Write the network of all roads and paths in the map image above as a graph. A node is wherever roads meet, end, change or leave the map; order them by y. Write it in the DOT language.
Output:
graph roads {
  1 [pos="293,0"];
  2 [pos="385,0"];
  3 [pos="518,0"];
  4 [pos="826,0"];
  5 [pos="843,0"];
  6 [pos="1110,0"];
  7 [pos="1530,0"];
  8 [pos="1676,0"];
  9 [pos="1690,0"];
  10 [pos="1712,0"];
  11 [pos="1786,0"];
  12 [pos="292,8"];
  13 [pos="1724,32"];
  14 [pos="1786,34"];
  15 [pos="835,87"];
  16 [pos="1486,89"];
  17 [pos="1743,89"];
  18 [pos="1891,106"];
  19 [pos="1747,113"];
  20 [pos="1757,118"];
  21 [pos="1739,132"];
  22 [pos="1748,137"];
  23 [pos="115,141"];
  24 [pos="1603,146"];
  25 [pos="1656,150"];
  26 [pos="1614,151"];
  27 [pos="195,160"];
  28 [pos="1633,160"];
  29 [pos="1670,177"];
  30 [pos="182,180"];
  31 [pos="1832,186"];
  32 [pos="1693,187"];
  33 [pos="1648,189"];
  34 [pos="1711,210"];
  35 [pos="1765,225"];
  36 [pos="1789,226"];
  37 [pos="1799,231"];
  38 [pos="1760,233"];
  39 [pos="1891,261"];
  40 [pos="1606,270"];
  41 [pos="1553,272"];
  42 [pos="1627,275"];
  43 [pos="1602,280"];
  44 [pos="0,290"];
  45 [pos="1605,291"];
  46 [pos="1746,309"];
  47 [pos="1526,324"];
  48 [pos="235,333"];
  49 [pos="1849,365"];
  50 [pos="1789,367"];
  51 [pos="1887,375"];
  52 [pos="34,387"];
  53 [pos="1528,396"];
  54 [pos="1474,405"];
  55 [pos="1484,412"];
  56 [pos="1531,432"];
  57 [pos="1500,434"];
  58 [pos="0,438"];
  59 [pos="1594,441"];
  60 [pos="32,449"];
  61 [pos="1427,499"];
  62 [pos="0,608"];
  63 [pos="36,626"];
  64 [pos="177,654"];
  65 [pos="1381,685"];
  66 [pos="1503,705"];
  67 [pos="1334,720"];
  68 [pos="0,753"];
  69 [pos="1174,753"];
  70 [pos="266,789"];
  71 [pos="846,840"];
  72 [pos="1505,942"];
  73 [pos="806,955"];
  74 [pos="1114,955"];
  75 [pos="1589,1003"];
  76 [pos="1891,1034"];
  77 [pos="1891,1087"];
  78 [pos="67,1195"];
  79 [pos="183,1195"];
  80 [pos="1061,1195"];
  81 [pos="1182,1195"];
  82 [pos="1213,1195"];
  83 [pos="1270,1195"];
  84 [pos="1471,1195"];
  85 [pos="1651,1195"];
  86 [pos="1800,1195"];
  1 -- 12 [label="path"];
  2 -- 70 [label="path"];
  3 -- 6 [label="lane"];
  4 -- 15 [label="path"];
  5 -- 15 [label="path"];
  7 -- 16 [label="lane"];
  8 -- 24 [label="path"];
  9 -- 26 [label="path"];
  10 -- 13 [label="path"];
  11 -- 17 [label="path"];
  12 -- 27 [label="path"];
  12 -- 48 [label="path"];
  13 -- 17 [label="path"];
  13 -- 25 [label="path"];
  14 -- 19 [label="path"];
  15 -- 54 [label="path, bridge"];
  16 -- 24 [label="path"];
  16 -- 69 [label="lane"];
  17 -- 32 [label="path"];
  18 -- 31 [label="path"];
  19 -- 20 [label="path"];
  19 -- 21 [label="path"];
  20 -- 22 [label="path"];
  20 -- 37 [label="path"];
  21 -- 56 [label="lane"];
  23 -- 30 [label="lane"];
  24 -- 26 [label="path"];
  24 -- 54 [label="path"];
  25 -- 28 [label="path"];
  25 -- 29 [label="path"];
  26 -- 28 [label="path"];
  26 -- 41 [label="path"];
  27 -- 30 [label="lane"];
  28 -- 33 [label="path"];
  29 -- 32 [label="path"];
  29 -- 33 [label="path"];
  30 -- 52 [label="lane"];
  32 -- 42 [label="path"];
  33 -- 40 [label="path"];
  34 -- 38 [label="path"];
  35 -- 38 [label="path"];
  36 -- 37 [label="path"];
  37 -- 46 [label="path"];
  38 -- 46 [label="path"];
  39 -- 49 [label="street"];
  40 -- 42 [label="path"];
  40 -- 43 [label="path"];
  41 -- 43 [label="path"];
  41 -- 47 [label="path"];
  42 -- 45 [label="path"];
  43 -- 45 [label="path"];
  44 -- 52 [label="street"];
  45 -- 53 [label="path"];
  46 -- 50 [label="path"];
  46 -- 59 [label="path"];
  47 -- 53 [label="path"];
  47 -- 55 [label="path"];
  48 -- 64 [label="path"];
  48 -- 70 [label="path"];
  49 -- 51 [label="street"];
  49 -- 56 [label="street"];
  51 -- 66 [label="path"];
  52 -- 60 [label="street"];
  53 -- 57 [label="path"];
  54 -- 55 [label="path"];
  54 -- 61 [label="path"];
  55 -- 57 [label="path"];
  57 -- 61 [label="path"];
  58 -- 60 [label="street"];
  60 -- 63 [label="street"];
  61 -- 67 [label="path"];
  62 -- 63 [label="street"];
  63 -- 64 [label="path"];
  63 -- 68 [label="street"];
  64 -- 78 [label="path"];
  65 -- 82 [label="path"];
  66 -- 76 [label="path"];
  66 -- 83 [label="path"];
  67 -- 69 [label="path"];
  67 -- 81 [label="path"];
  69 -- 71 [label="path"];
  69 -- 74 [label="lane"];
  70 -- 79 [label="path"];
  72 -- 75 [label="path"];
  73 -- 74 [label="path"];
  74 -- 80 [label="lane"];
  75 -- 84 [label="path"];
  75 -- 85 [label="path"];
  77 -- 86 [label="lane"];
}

___

-- Task to complete --
From the first line to the last, return the data exactly.

-- Solution to the exercise --
Write the network of all roads and paths in the map image above as a graph. A node is wherever roads meet, end, change or leave the map; order them by y. Write it in the DOT language.
Output:
graph roads {
  1 [pos="293,0"];
  2 [pos="385,0"];
  3 [pos="518,0"];
  4 [pos="826,0"];
  5 [pos="843,0"];
  6 [pos="1110,0"];
  7 [pos="1530,0"];
  8 [pos="1676,0"];
  9 [pos="1690,0"];
  10 [pos="1712,0"];
  11 [pos="1786,0"];
  12 [pos="292,8"];
  13 [pos="1724,32"];
  14 [pos="1786,34"];
  15 [pos="835,87"];
  16 [pos="1486,89"];
  17 [pos="1743,89"];
  18 [pos="1891,106"];
  19 [pos="1747,113"];
  20 [pos="1757,118"];
  21 [pos="1739,132"];
  22 [pos="1748,137"];
  23 [pos="115,141"];
  24 [pos="1603,146"];
  25 [pos="1656,150"];
  26 [pos="1614,151"];
  27 [pos="195,160"];
  28 [pos="1633,160"];
  29 [pos="1670,177"];
  30 [pos="182,180"];
  31 [pos="1832,186"];
  32 [pos="1693,187"];
  33 [pos="1648,189"];
  34 [pos="1711,210"];
  35 [pos="1765,225"];
  36 [pos="1789,226"];
  37 [pos="1799,231"];
  38 [pos="1760,233"];
  39 [pos="1891,261"];
  40 [pos="1606,270"];
  41 [pos="1553,272"];
  42 [pos="1627,275"];
  43 [pos="1602,280"];
  44 [pos="0,290"];
  45 [pos="1605,291"];
  46 [pos="1746,309"];
  47 [pos="1526,324"];
  48 [pos="235,333"];
  49 [pos="1849,365"];
  50 [pos="1789,367"];
  51 [pos="1887,375"];
  52 [pos="34,387"];
  53 [pos="1528,396"];
  54 [pos="1474,405"];
  55 [pos="1484,412"];
  56 [pos="1531,432"];
  57 [pos="1500,434"];
  58 [pos="0,438"];
  59 [pos="1594,441"];
  60 [pos="32,449"];
  61 [pos="1427,499"];
  62 [pos="0,608"];
  63 [pos="36,626"];
  64 [pos="177,654"];
  65 [pos="1381,685"];
  66 [pos="1503,705"];
  67 [pos="1334,720"];
  68 [pos="0,753"];
  69 [pos="1174,753"];
  70 [pos="266,789"];
  71 [pos="846,840"];
  72 [pos="1505,942"];
  73 [pos="806,955"];
  74 [pos="1114,955"];
  75 [pos="1589,1003"];
  76 [pos="1891,1034"];
  77 [pos="1891,1087"];
  78 [pos="67,1195"];
  79 [pos="183,1195"];
  80 [pos="1061,1195"];
  81 [pos="1182,1195"];
  82 [pos="1213,1195"];
  83 [pos="1270,1195"];
  84 [pos="1471,1195"];
  85 [pos="1651,1195"];
  86 [pos="1800,1195"];
  1 -- 12 [label="path"];
  2 -- 70 [label="path"];
  3 -- 6 [label="lane"];
  4 -- 15 [label="path"];
  5 -- 15 [label="path"];
  7 -- 16 [label="lane"];
  8 -- 24 [label="path"];
  9 -- 26 [label="path"];
  10 -- 13 [label="path"];
  11 -- 17 [label="path"];
  12 -- 27 [label="path"];
  12 -- 48 [label="path"];
  13 -- 17 [label="path"];
  13 -- 25 [label="path"];
  14 -- 19 [label="path"];
  15 -- 54 [label="path, bridge"];
  16 -- 24 [label="path"];
  16 -- 69 [label="lane"];
  17 -- 32 [label="path"];
  18 -- 31 [label="path"];
  19 -- 20 [label="path"];
  19 -- 21 [label="path"];
  20 -- 22 [label="path"];
  20 -- 37 [label="path"];
  21 -- 56 [label="lane"];
  23 -- 30 [label="lane"];
  24 -- 26 [label="path"];
  24 -- 54 [label="path"];
  25 -- 28 [label="path"];
  25 -- 29 [label="path"];
  26 -- 28 [label="path"];
  26 -- 41 [label="path"];
  27 -- 30 [label="lane"];
  28 -- 33 [label="path"];
  29 -- 32 [label="path"];
  29 -- 33 [label="path"];
  30 -- 52 [label="lane"];
  32 -- 42 [label="path"];
  33 -- 40 [label="path"];
  34 -- 38 [label="path"];
  35 -- 38 [label="path"];
  36 -- 37 [label="path"];
  37 -- 46 [label="path"];
  38 -- 46 [label="path"];
  39 -- 49 [label="street"];
  40 -- 42 [label="path"];
  40 -- 43 [label="path"];
  41 -- 43 [label="path"];
  41 -- 47 [label="path"];
  42 -- 45 [label="path"];
  43 -- 45 [label="path"];
  44 -- 52 [label="street"];
  45 -- 53 [label="path"];
  46 -- 50 [label="path"];
  46 -- 59 [label="path"];
  47 -- 53 [label="path"];
  47 -- 55 [label="path"];
  48 -- 64 [label="path"];
  48 -- 70 [label="path"];
  49 -- 51 [label="street"];
  49 -- 56 [label="street"];
  51 -- 66 [label="path"];
  52 -- 60 [label="street"];
  53 -- 57 [label="path"];
  54 -- 55 [label="path"];
  54 -- 61 [label="path"];
  55 -- 57 [label="path"];
  57 -- 61 [label="path"];
  58 -- 60 [label="street"];
  60 -- 63 [label="street"];
  61 -- 67 [label="path"];
  62 -- 63 [label="street"];
  63 -- 64 [label="path"];
  63 -- 68 [label="street"];
  64 -- 78 [label="path"];
  65 -- 82 [label="path"];
  66 -- 76 [label="path"];
  66 -- 83 [label="path"];
  67 -- 69 [label="path"];
  67 -- 81 [label="path"];
  69 -- 71 [label="path"];
  69 -- 74 [label="lane"];
  70 -- 79 [label="path"];
  72 -- 75 [label="path"];
  73 -- 74 [label="path"];
  74 -- 80 [label="lane"];
  75 -- 84 [label="path"];
  75 -- 85 [label="path"];
  77 -- 86 [label="lane"];
}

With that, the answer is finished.